15. San Francesco d'Assisi predica agli uccelli

RIFERIMENTO LETTERARIO
Mentre Francesco si dirigeva verso Bevagna, vide molti uccelli e si mise a predicare loro. Gli uccelli, pieni di gioia, stendevano il collo, aprivano le ali, aprivano i becchi e gli si avvicinavano e lo ascoltavano dolcemente, mentre i frati osservavano da lontano. (Legenda Maior XII, 3)
CONTESTO
La scena, la Predica agli uccelli, è forse l'immagine più iconica dell'intero ciclo e dell'intera iconografia francescana. Rappresenta il momento in cui Francesco, secondo le Fonti Francescane, riconosce negli animali dei fratelli degni di ascoltare la parola di Dio.
ANALISI dell'OPERA
Nella semplicità della composizione il pittore riduce gli elementi al minimo per dare forza al gesto. A sinistra Francesco, leggermente chinato, parla con dolcezza a uno stormo di uccelli posati a terra. A destra, un grande albero rigoglioso simboleggia la vitalità della natura e funge da contrappeso visivo alla figura del Santo.

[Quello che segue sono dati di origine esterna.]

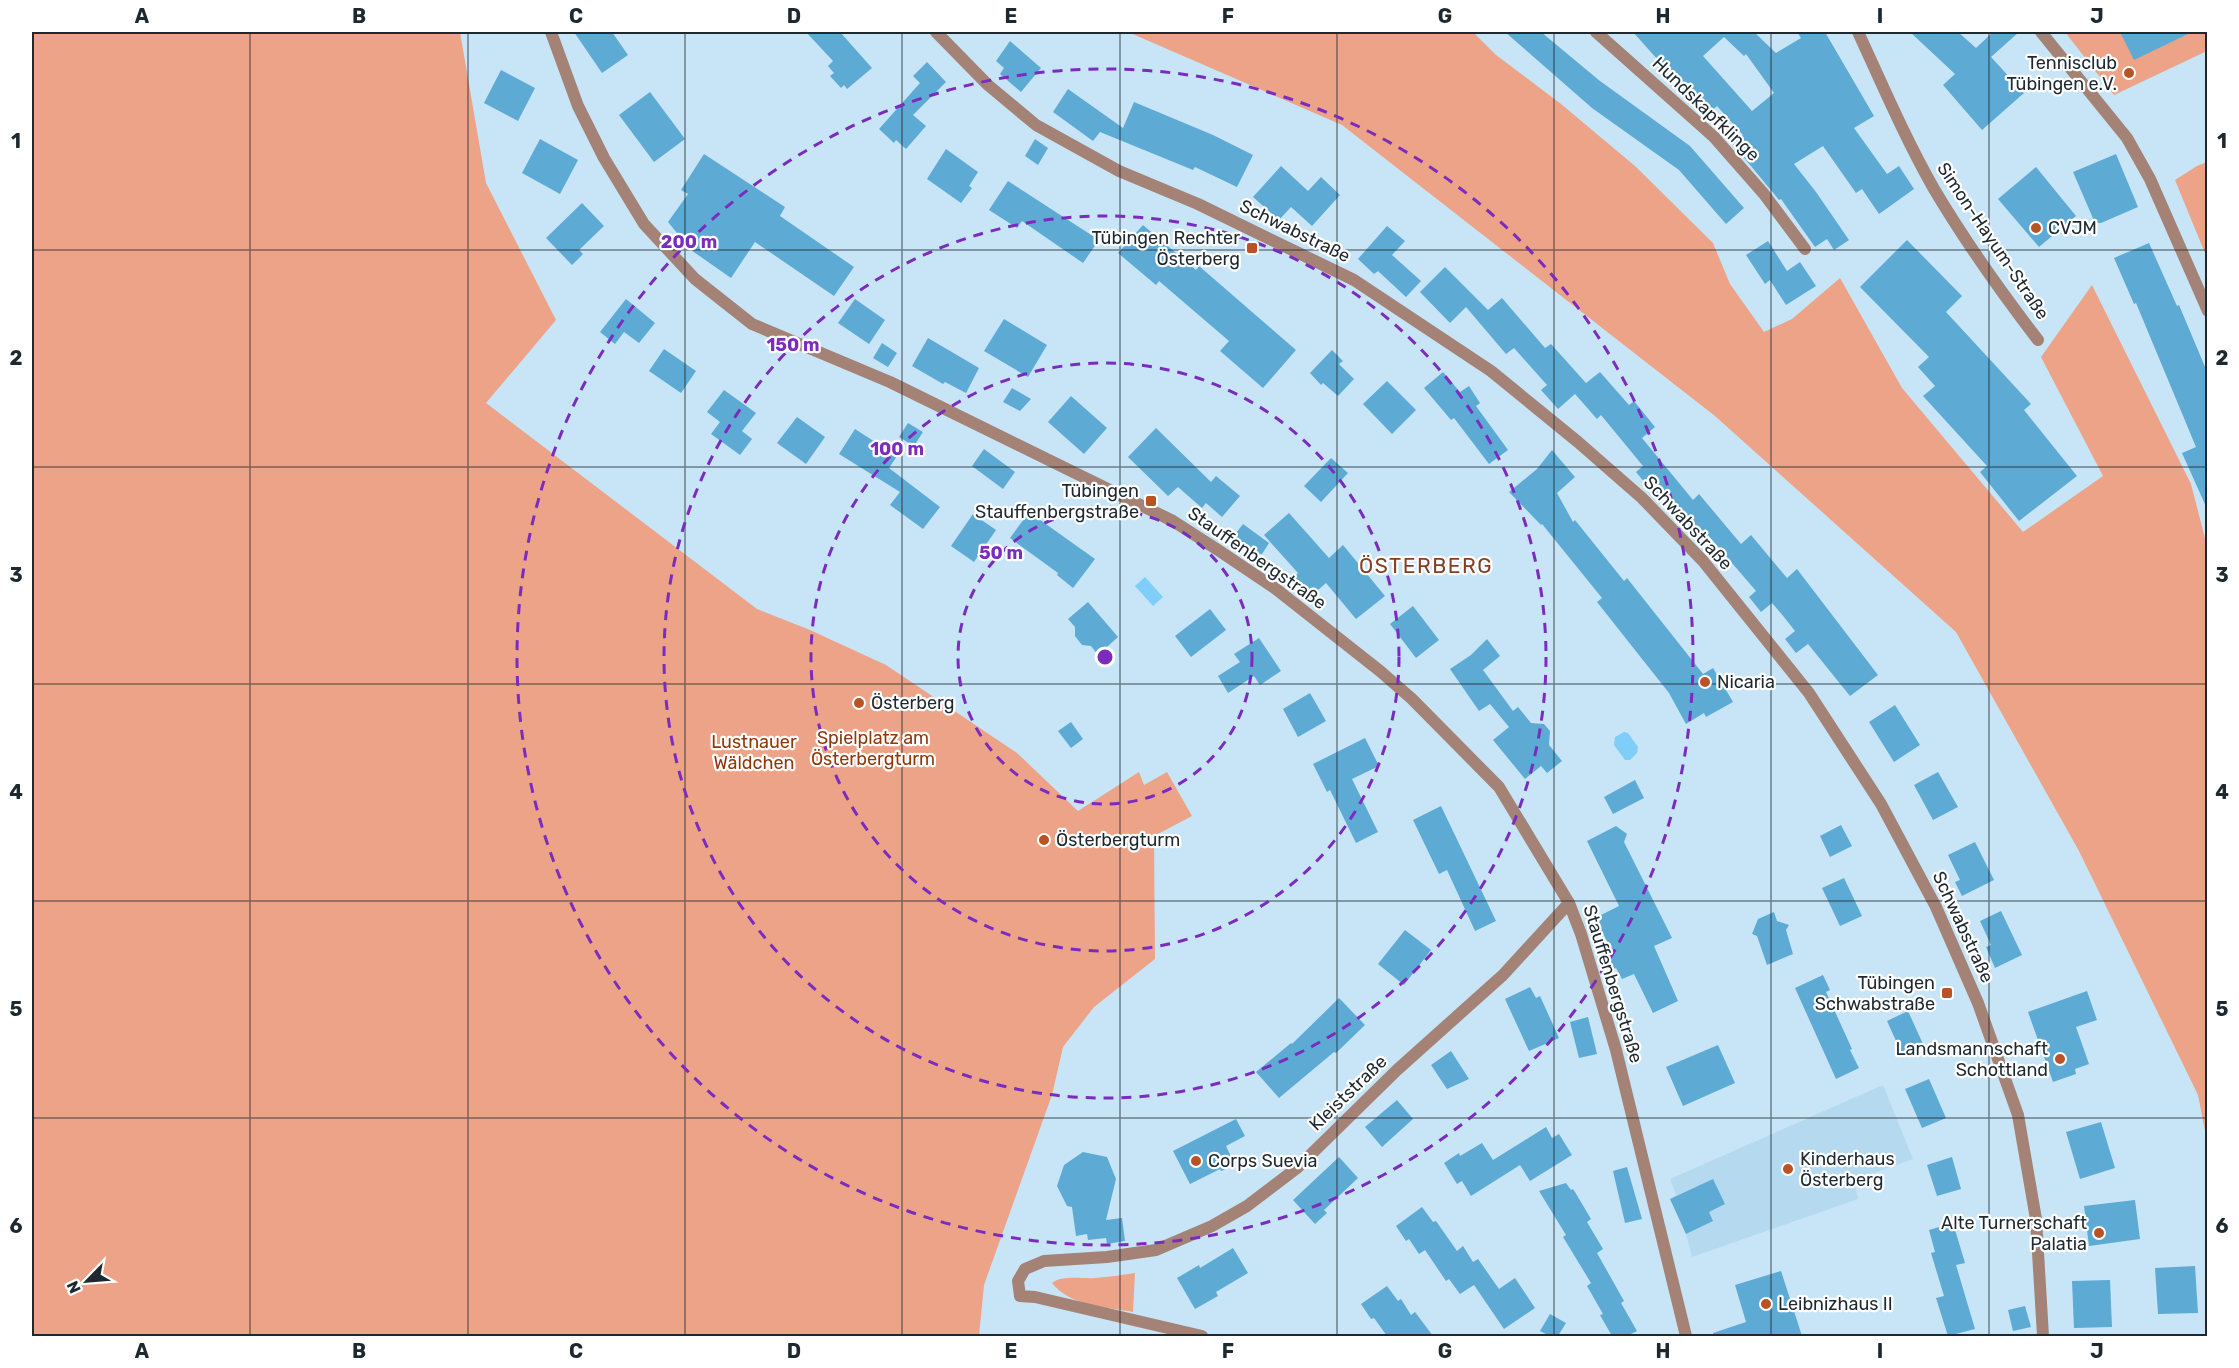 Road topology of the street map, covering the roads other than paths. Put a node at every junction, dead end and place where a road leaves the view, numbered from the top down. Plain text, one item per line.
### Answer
1 (551, 32) edge
2 (936, 32) edge
3 (1596, 32) edge
4 (1858, 32) edge
5 (2041, 32) edge
6 (1805, 249) dead end
7 (2208, 311) edge
8 (2038, 340) dead end
9 (1569, 903) junction
10 (1202, 1336) edge
11 (1686, 1336) edge
12 (2043, 1336) edge

1 - 9 street, Stauffenbergstraße
2 - 12 street, Schwabstraße
3 - 6 street, Hundskapfklinge
4 - 8 street, Simon-Hayum-Straße
5 - 7 street
9 - 10 street, Kleiststraße
9 - 11 street, Stauffenbergstraße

E’ un dialogo silenzioso: gli uccelli non volano via; sono dipinti in diverse attitudini, alcuni con il becco aperto come se rispondessero, altri con il capo chino in segno di ascolto. Giotto riesce a rendere visibile il legame invisibile che unisce tutte le creature in un'unica lode al Creatore.
Accanto a Francesco, un frate (probabilmente frate Masseo) alza la mano in un gesto di meraviglia. La sua reazione serve a sottolineare l'eccezionalità dell'evento: ciò che per Francesco è naturale fratellanza, per il mondo è un miracolo sconvolgente.
Francesco non sta compiendo un gioco di prestigio; sta esortando gli uccelli a ringraziare Dio per le ali, le piume e la libertà. L'affresco riflette il tema del Cantico delle Creature, dove ogni elemento del cosmo è chiamato a partecipare alla liturgia divina, ponendo attenzione sul significato e forza della “PAROLA”.
Qui Giotto dimostra che la santità può manifestarsi fuori dalle chiese e dai palazzi, in un prato, parlando a esseri considerati "infimi". La precisione nel ritrarre le diverse specie di uccelli mostra una nuova attenzione per l'osservazione naturale, tipica del rinnovamento culturale del XIV secolo.